In the Court’s charge to the jury the Judge said: “Now, you have before you if you come to that point, the record of this defendant, the record of a conviction for a crime of violence, being armed with an offensive weapon, on a previous occasion; robbery, and at the commission thereof, beating, striking and ill using.
“I say to you, if there is any doubt about this man’s guilt * if there be any reasonable doubt about any fact upon which the ultimate verdict of guilt may rest, give him the benefit of that doubt and send him out that way; but if you have no doubt, and you find from all the evidence, beyond a reasonable doubt, that this is first degree murder, in that a decent citizen was brought to his death without a chance perhaps to repent, by a bullet from a gun in the hands of a man whose reputation before you is one that is steeped in crime, vicious crime — and at the commission thereof, beating, striking and ill using, on a previous occasion — you may then give consideration to that, and then, and then only, do you exercise the discretion the law not only *124gives you, but imposes upon you, to say whether or not in your judgment the penalty should be life imprisonment or death.”
It is hornbook law that the fairness of a charge must be considered as a whole and not by one or more isolated excerpts. Commonwealth v. Kloiber, 378 Pa. 412, 106 A. 2d 820; Commonwealth v. Donough, 377 Pa. 46, 103 A. 2d 694; Commonwealth v. Patskin, 372 Pa. 402, 93 A. 2d 704.
Defendant was represented by two experienced counsel.
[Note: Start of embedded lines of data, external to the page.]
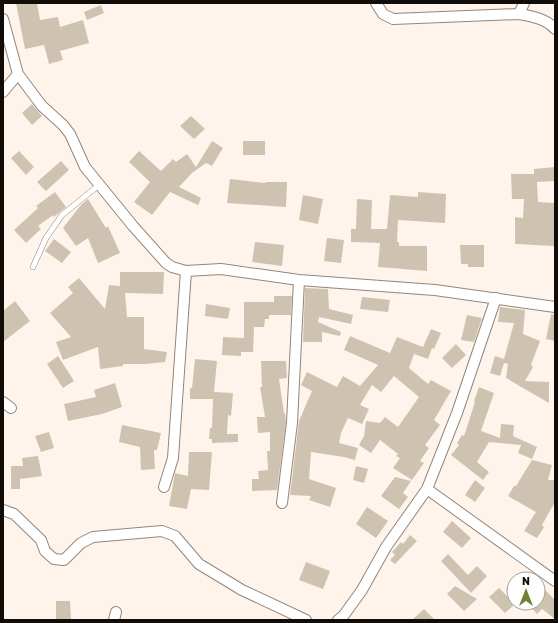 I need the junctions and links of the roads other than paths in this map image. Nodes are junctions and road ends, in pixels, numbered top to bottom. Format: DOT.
graph roads {
  1 [pos="376,3"];
  2 [pos="524,3"];
  3 [pos="519,14"];
  4 [pos="3,19"];
  5 [pos="555,29"];
  6 [pos="18,74"];
  7 [pos="3,92"];
  8 [pos="99,185"];
  9 [pos="33,267"];
  10 [pos="186,271"];
  11 [pos="299,280"];
  12 [pos="496,298"];
  13 [pos="555,307"];
  14 [pos="164,487"];
  15 [pos="427,489"];
  16 [pos="282,503"];
  17 [pos="3,510"];
  18 [pos="555,581"];
  19 [pos="306,620"];
  20 [pos="338,620"];
  1 -- 3 [label="street"];
  2 -- 3 [label="street"];
  3 -- 5 [label="street"];
  4 -- 6 [label="street"];
  6 -- 7 [label="street"];
  6 -- 8 [label="street"];
  8 -- 9 [label="lane"];
  8 -- 10 [label="street"];
  10 -- 11 [label="street"];
  10 -- 14 [label="street"];
  11 -- 12 [label="street"];
  11 -- 16 [label="street"];
  12 -- 13 [label="street"];
  12 -- 15 [label="street"];
  15 -- 18 [label="street"];
  15 -- 20 [label="street"];
  17 -- 19 [label="street"];
} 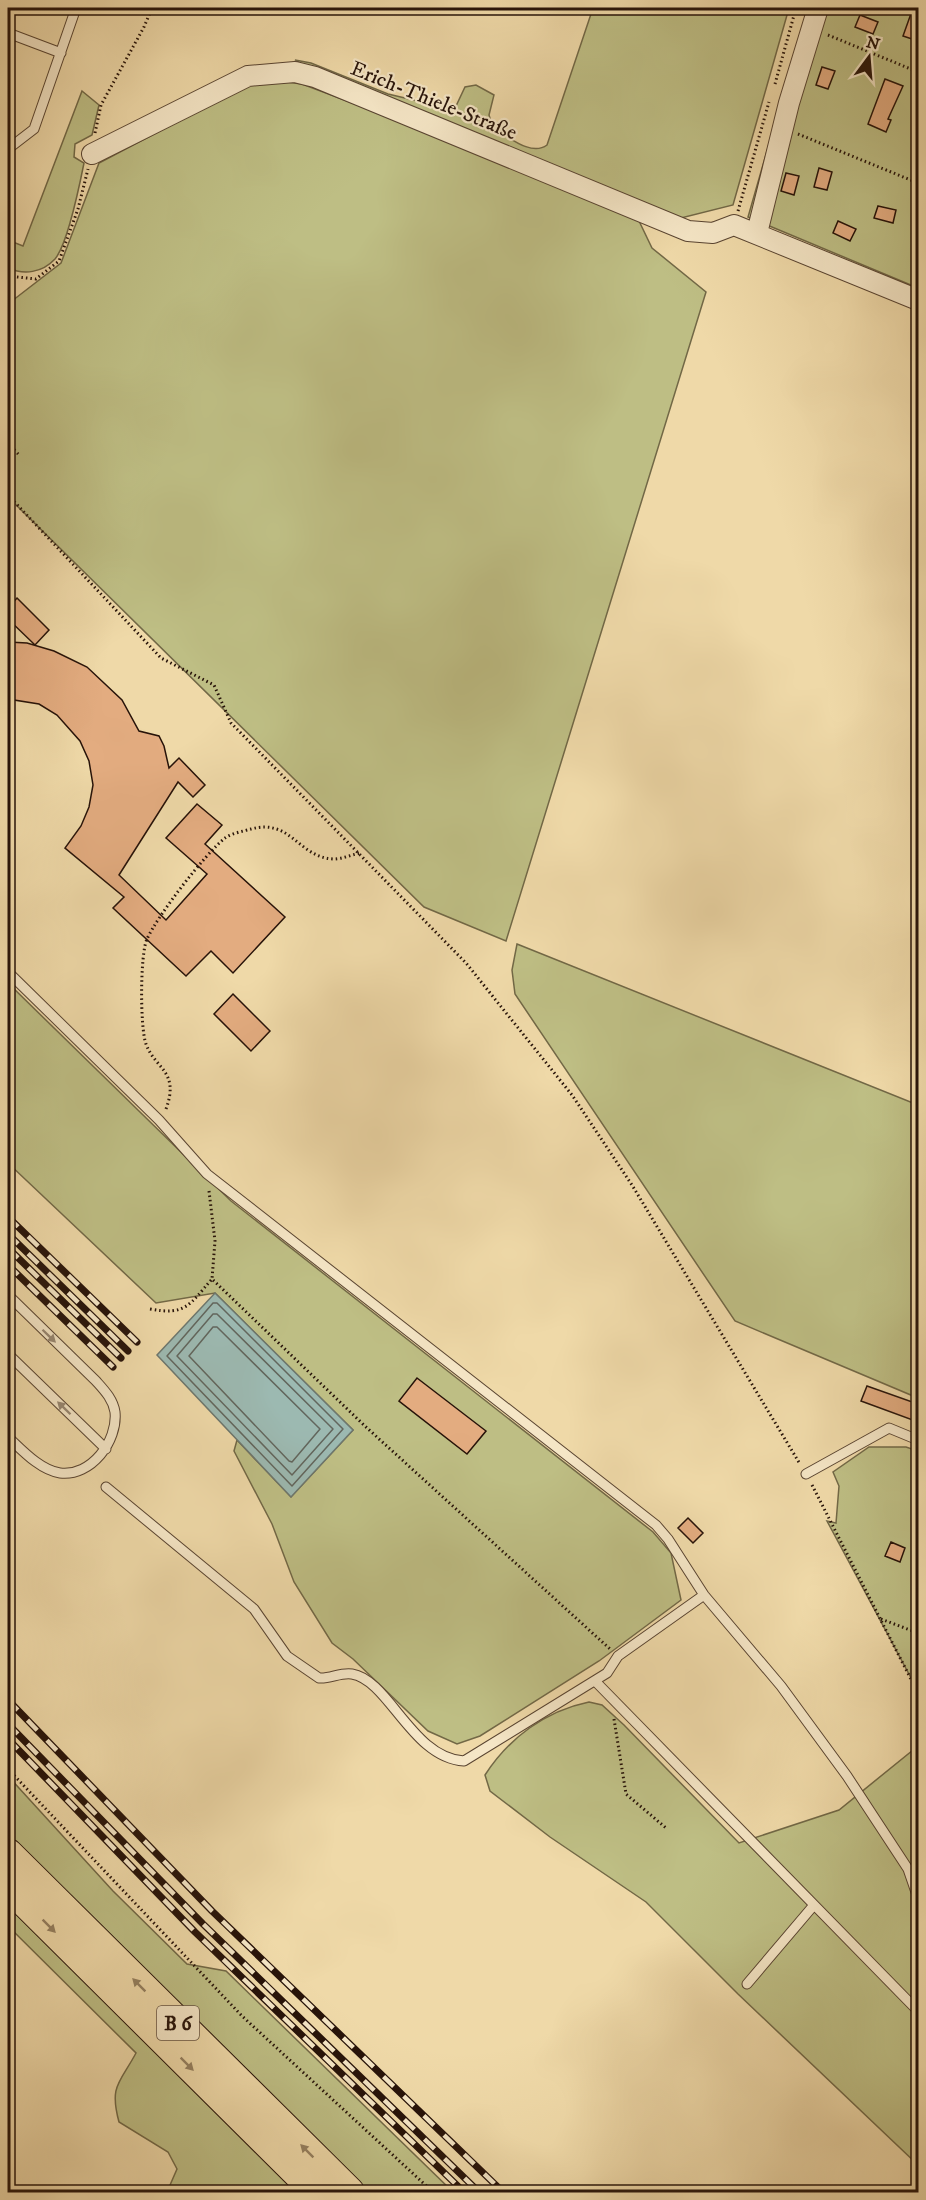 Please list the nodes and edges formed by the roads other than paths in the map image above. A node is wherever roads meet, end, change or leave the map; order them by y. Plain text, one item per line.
1 (76, 8) edge
2 (818, 8) edge
3 (8, 33) edge
4 (60, 52) junction
5 (8, 149) edge
6 (92, 154) road end
7 (757, 233) junction
8 (918, 300) edge
9 (8, 972) edge
10 (8, 1295) edge
11 (8, 1354) edge
12 (8, 1437) edge
13 (918, 1440) edge
14 (105, 1449) junction
15 (807, 1474) road end
16 (106, 1487) dead end
17 (704, 1595) junction
18 (596, 1681) junction
19 (8, 1854) edge
20 (8, 1885) edge
21 (918, 1898) edge
22 (814, 1905) junction
23 (747, 1984) dead end
24 (918, 2012) edge
25 (317, 2193) edge
26 (349, 2193) edge

1 - 4 lane
2 - 7 street
3 - 4 lane
4 - 5 lane
6 - 7 street, Erich-Thiele-Straße
7 - 8 street
9 - 17 lane
10 -> 14 lane
14 -> 11 lane
12 - 14 lane
13 - 15 lane
16 - 18 lane
17 - 18 lane
17 - 21 lane
18 - 22 lane
26 -> 19 main road, B 6
20 -> 25 main road, B 6
22 - 23 lane
22 - 24 lane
One of them was a member of the bar for over 25 years and the other for over 30 years. They took no exception whatever to the Court’s charge. Even if an exception had been taken to the charge, it reaches only basic and fundamental errors: Commonwealth v. Smith, 374 Pa. 220, 225, 97 A. 2d 25; James v. Ferguson et al., 401 Pa. 92, 162 A. 2d 690; Luterman v. Philadelphia, 396 Pa. 301, 152 A. 2d 464; Lyons v. Wargo, 386 Pa. 482, 126 A. 2d 411; McDonald v. Ferrebee, 366 Pa. 543, 79 A. 2d 232; and Commonwealth v. Greevy, 271 Pa. 95, 114 A. 511; 11 P.L.E., Criminal Law §690.
Language in a cold record sometimes appears to have a different meaning or connotation than it had in the atmosphere of the trial, and if it were as harmful as the majority of this Court believe, experienced counsel would certainly have objected thereto and the Court could have corrected its error. Justice is not a one way street — it should protect the law abiding community as well as the criminal. Substantial justice has been rendered in this case and the trial Judge’s error was not only harmless but was undoubtedly waived.
With reference to the trial Judge’s expression of feeling, I consider it natural and justifiable and certainly no cause for reversal.
For these reasons I would affirm the judgment.

 Italics throughout, ours.

 Erroneous and unfair to the Commonwealth.